=== Begin Enclosure ===
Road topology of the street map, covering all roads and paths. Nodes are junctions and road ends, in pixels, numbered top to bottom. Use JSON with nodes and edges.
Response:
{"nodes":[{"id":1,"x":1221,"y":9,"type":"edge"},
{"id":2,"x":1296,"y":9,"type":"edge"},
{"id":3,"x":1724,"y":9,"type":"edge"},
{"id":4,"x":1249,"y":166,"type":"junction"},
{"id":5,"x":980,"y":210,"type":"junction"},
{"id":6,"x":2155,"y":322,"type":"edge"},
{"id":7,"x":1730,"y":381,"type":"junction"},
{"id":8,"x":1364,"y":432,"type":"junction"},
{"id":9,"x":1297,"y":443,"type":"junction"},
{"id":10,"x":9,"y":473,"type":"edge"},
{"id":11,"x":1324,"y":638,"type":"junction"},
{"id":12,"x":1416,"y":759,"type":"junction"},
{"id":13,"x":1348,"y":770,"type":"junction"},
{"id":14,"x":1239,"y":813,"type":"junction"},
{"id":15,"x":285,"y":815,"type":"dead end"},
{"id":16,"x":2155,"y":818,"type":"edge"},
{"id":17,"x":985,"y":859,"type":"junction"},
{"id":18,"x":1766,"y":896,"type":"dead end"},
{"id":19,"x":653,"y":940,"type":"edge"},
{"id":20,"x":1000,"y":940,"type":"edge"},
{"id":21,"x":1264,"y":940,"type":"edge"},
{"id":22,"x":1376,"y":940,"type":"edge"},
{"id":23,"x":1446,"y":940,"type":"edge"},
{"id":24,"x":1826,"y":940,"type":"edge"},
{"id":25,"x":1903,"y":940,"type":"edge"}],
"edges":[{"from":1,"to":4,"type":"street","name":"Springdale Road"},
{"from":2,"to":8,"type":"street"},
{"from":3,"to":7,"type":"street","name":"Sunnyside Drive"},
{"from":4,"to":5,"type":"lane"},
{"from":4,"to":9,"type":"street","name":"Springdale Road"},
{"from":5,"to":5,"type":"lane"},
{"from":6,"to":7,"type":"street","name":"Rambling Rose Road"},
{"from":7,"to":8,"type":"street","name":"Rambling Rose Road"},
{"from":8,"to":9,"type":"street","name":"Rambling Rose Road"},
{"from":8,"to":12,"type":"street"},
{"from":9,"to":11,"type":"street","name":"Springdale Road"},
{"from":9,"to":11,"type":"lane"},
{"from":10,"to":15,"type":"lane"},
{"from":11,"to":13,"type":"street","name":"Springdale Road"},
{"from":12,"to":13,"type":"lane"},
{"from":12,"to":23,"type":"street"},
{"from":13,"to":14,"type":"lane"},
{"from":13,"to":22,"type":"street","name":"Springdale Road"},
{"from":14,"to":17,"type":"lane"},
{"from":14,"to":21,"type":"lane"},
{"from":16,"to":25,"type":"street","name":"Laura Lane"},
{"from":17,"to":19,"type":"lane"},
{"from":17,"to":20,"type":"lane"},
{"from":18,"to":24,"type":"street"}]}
=== End Enclosure ===
◆ What this task involves
Go through the listing and copy each line exactly.

◆ Result of the task
Road topology of the street map, covering all roads and paths. Nodes are junctions and road ends, in pixels, numbered top to bottom. Use JSON with nodes and edges.
Response:
{"nodes":[{"id":1,"x":1221,"y":9,"type":"edge"},
{"id":2,"x":1296,"y":9,"type":"edge"},
{"id":3,"x":1724,"y":9,"type":"edge"},
{"id":4,"x":1249,"y":166,"type":"junction"},
{"id":5,"x":980,"y":210,"type":"junction"},
{"id":6,"x":2155,"y":322,"type":"edge"},
{"id":7,"x":1730,"y":381,"type":"junction"},
{"id":8,"x":1364,"y":432,"type":"junction"},
{"id":9,"x":1297,"y":443,"type":"junction"},
{"id":10,"x":9,"y":473,"type":"edge"},
{"id":11,"x":1324,"y":638,"type":"junction"},
{"id":12,"x":1416,"y":759,"type":"junction"},
{"id":13,"x":1348,"y":770,"type":"junction"},
{"id":14,"x":1239,"y":813,"type":"junction"},
{"id":15,"x":285,"y":815,"type":"dead end"},
{"id":16,"x":2155,"y":818,"type":"edge"},
{"id":17,"x":985,"y":859,"type":"junction"},
{"id":18,"x":1766,"y":896,"type":"dead end"},
{"id":19,"x":653,"y":940,"type":"edge"},
{"id":20,"x":1000,"y":940,"type":"edge"},
{"id":21,"x":1264,"y":940,"type":"edge"},
{"id":22,"x":1376,"y":940,"type":"edge"},
{"id":23,"x":1446,"y":940,"type":"edge"},
{"id":24,"x":1826,"y":940,"type":"edge"},
{"id":25,"x":1903,"y":940,"type":"edge"}],
"edges":[{"from":1,"to":4,"type":"street","name":"Springdale Road"},
{"from":2,"to":8,"type":"street"},
{"from":3,"to":7,"type":"street","name":"Sunnyside Drive"},
{"from":4,"to":5,"type":"lane"},
{"from":4,"to":9,"type":"street","name":"Springdale Road"},
{"from":5,"to":5,"type":"lane"},
{"from":6,"to":7,"type":"street","name":"Rambling Rose Road"},
{"from":7,"to":8,"type":"street","name":"Rambling Rose Road"},
{"from":8,"to":9,"type":"street","name":"Rambling Rose Road"},
{"from":8,"to":12,"type":"street"},
{"from":9,"to":11,"type":"street","name":"Springdale Road"},
{"from":9,"to":11,"type":"lane"},
{"from":10,"to":15,"type":"lane"},
{"from":11,"to":13,"type":"street","name":"Springdale Road"},
{"from":12,"to":13,"type":"lane"},
{"from":12,"to":23,"type":"street"},
{"from":13,"to":14,"type":"lane"},
{"from":13,"to":22,"type":"street","name":"Springdale Road"},
{"from":14,"to":17,"type":"lane"},
{"from":14,"to":21,"type":"lane"},
{"from":16,"to":25,"type":"street","name":"Laura Lane"},
{"from":17,"to":19,"type":"lane"},
{"from":17,"to":20,"type":"lane"},
{"from":18,"to":24,"type":"street"}]}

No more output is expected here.